A complete answer includes every line below with the word "where".

Data for the task:
= Beginning of Section =
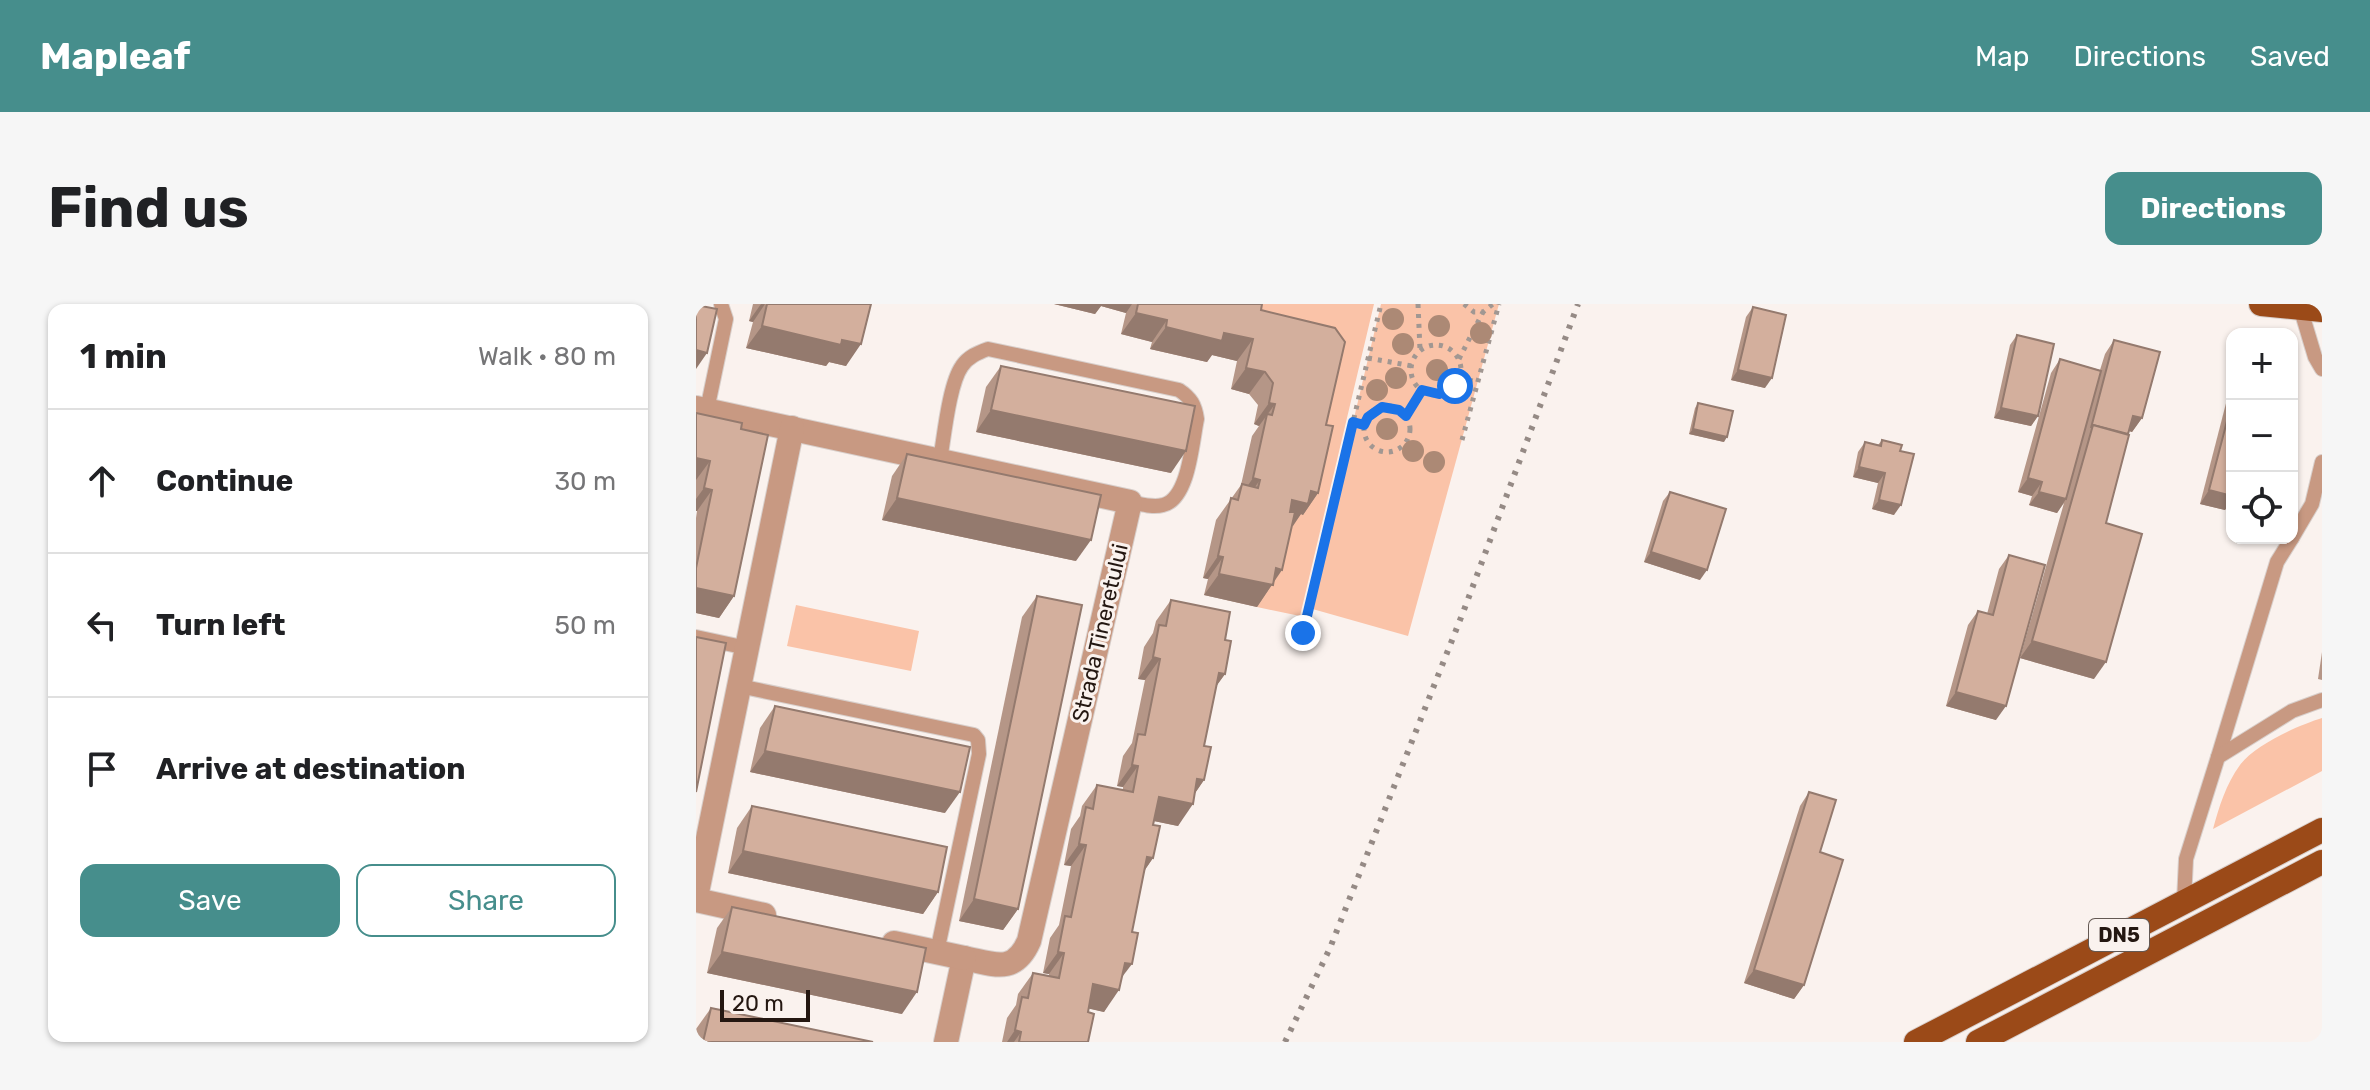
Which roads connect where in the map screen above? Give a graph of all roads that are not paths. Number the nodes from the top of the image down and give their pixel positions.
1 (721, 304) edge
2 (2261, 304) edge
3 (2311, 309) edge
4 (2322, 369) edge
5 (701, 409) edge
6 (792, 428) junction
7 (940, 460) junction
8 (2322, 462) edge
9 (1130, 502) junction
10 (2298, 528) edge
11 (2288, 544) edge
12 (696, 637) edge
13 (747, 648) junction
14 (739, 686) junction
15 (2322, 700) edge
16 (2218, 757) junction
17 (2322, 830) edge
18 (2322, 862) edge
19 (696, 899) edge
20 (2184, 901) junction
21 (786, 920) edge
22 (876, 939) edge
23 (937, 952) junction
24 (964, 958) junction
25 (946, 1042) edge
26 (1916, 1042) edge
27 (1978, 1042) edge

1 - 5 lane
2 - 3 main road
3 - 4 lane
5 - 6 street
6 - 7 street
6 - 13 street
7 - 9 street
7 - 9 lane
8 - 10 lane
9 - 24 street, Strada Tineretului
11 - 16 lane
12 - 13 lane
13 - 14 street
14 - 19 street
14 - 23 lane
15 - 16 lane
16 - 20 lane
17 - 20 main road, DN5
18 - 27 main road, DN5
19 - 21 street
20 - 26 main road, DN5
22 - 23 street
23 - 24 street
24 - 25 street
= End of Section =
= Beginning of Section =
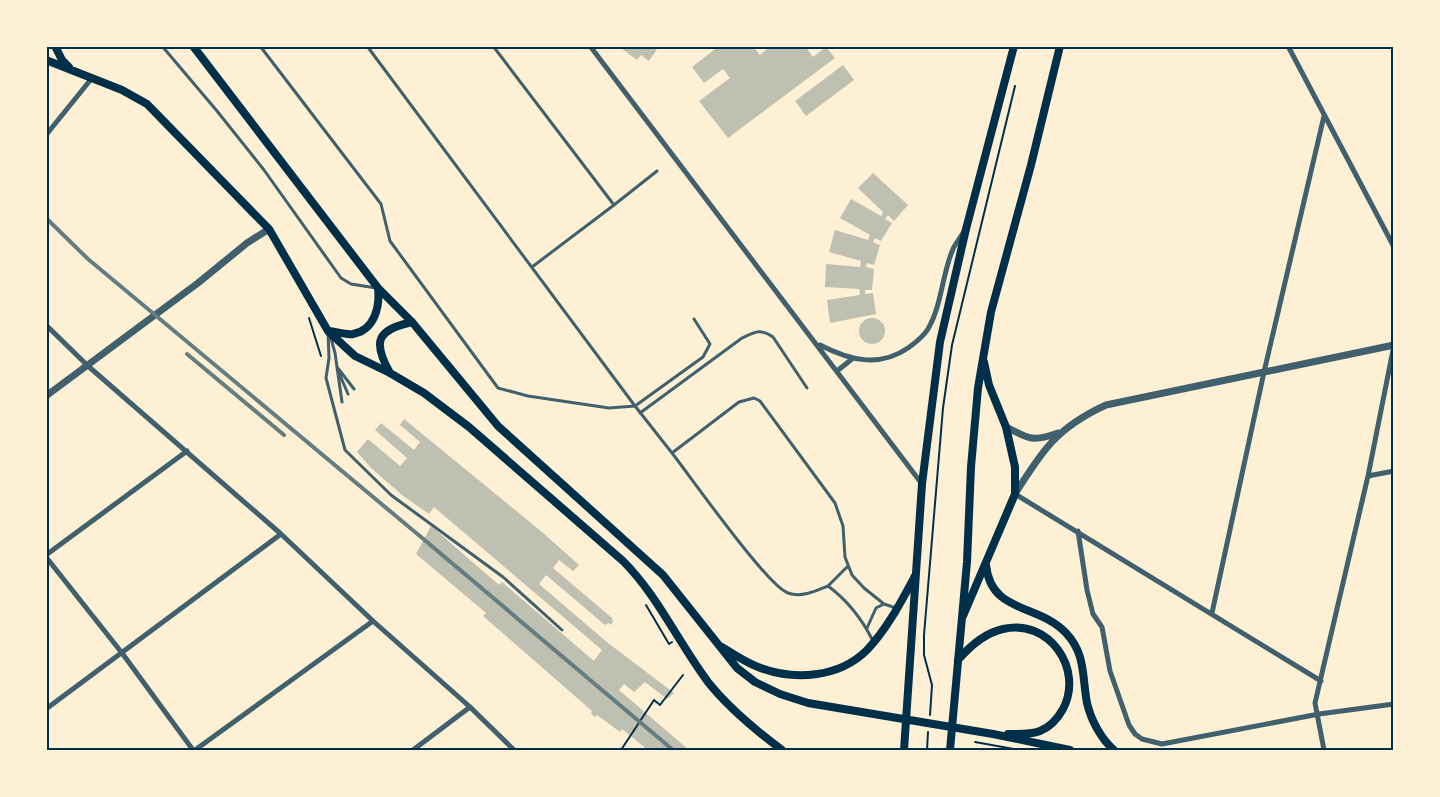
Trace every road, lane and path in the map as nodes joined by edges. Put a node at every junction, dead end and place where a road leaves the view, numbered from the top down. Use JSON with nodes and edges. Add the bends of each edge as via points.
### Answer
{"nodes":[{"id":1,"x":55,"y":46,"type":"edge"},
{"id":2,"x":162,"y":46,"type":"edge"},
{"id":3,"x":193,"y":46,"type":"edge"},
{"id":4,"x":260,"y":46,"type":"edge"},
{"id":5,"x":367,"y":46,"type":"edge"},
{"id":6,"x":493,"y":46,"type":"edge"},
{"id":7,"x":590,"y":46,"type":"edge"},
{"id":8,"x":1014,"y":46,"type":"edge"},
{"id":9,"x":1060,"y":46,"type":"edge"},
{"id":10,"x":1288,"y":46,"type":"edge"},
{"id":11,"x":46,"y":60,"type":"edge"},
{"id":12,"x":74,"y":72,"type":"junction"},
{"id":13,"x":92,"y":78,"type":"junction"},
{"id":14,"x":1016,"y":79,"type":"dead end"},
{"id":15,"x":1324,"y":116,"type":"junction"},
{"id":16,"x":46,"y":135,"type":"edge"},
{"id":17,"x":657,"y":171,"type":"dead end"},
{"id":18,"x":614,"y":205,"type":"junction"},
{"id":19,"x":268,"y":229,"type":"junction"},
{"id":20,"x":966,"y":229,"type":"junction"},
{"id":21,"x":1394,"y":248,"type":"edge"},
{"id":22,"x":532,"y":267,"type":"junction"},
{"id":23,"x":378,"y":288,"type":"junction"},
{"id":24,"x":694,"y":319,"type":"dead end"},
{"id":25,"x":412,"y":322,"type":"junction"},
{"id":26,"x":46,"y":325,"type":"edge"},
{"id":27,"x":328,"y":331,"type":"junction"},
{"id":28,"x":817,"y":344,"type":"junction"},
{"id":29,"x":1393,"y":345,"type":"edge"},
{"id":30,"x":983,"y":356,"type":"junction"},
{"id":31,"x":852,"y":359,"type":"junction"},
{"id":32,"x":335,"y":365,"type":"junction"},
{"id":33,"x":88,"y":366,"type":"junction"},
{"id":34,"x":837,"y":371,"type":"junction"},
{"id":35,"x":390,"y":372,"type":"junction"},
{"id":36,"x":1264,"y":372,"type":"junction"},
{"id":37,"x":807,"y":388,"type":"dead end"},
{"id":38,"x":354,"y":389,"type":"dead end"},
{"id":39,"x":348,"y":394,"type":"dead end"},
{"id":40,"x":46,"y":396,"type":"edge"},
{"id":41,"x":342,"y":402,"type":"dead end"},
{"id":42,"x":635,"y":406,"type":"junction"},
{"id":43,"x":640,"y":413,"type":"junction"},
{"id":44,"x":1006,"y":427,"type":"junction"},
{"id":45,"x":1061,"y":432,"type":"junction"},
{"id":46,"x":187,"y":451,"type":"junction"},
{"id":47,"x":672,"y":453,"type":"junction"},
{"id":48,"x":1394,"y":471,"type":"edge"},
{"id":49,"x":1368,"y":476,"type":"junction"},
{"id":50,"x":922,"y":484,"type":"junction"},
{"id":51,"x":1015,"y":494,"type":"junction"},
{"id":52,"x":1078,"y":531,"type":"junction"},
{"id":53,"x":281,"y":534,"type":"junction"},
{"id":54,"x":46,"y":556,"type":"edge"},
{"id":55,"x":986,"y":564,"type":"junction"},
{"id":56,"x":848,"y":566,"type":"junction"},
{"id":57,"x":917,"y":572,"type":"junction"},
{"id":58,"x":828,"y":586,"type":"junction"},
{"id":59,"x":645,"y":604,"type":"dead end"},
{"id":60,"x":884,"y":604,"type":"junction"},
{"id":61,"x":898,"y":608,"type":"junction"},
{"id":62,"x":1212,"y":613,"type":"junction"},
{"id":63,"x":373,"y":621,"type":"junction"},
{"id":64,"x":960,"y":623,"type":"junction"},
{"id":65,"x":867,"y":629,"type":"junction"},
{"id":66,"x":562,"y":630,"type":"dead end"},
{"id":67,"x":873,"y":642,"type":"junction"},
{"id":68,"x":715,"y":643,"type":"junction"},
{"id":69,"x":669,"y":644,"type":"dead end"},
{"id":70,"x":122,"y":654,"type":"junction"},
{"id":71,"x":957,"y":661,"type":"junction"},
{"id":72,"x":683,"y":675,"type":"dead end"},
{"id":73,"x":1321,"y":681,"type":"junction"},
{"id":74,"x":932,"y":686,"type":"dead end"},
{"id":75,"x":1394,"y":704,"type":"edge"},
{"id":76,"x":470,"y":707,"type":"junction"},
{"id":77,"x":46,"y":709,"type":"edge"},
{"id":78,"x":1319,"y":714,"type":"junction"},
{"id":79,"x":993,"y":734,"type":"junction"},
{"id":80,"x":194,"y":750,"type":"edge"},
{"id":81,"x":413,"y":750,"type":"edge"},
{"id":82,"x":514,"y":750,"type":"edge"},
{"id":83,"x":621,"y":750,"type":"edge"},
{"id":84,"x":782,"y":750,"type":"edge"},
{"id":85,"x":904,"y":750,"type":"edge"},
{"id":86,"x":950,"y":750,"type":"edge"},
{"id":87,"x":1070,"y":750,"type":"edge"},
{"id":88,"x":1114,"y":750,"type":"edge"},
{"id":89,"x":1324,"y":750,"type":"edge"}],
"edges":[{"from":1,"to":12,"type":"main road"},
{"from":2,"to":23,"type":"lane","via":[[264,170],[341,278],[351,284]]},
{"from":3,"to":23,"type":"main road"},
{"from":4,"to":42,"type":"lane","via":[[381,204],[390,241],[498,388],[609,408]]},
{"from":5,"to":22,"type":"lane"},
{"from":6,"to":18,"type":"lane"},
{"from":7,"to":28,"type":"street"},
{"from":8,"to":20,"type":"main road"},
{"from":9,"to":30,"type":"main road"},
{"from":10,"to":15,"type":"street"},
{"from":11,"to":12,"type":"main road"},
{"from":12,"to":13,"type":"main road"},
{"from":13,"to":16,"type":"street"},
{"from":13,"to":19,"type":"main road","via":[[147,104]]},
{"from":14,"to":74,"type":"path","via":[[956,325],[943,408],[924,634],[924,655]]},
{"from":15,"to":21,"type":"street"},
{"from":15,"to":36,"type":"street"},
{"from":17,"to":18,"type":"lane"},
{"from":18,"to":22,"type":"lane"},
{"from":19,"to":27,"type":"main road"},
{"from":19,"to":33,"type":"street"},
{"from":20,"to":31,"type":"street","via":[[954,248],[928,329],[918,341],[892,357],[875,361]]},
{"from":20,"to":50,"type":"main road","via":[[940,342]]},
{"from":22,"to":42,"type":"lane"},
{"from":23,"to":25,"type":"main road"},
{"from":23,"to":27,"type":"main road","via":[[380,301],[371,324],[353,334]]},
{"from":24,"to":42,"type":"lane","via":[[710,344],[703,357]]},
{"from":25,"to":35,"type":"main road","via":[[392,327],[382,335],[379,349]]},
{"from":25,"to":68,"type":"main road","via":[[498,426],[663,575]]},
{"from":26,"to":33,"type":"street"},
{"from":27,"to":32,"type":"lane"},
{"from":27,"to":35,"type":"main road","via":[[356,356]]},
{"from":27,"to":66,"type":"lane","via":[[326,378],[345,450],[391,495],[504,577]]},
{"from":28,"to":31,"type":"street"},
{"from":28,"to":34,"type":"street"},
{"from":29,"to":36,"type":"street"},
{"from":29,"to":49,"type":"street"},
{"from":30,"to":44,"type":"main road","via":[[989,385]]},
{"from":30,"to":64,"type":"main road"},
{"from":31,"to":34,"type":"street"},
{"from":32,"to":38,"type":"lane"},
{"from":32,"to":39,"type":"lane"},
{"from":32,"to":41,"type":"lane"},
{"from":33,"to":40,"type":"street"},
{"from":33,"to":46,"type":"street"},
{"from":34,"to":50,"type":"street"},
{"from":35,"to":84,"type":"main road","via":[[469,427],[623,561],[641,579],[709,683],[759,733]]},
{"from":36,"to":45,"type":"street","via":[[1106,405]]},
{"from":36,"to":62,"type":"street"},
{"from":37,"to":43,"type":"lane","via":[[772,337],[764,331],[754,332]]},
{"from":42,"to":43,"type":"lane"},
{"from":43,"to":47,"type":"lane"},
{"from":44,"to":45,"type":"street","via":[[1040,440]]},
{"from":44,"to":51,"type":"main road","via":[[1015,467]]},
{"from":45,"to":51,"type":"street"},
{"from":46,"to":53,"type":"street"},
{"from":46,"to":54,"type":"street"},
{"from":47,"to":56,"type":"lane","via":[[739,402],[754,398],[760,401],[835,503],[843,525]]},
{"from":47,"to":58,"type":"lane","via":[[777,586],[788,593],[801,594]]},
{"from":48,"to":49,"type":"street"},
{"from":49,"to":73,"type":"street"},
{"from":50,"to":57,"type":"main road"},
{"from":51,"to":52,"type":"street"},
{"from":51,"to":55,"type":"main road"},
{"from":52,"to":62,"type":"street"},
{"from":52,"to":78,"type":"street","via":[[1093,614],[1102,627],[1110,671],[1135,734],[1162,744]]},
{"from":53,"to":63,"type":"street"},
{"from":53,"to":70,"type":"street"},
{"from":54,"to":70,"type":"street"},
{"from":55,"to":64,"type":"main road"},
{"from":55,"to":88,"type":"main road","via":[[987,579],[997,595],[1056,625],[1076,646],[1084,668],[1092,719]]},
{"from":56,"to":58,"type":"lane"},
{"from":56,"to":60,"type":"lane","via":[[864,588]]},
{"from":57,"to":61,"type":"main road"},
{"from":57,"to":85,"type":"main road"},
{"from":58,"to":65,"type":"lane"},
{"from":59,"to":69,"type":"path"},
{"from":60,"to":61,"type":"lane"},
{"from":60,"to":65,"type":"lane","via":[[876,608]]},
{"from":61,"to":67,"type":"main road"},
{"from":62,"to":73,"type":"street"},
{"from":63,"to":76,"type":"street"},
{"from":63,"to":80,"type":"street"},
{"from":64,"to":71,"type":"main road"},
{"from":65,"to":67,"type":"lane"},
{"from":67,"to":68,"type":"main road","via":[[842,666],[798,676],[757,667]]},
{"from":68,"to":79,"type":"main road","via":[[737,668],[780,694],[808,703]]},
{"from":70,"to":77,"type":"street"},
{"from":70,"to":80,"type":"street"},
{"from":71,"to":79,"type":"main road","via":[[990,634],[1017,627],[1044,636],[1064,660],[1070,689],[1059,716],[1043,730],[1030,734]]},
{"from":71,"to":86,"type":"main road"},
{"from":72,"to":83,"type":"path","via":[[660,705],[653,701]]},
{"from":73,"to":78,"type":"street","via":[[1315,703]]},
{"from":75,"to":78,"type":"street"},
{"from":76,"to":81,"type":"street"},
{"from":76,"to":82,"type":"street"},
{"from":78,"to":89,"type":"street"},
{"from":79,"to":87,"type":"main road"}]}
= End of Section =
Result below:
Which roads connect where in the map screen above? Give a graph of all roads that are not paths. Number the nodes from the top of the image down and give their pixel positions.
Trace every road, lane and path in the map as nodes joined by edges. Put a node at every junction, dead end and place where a road leaves the view, numbered from the top down. Use JSON with nodes and edges. Add the bends of each edge as via points.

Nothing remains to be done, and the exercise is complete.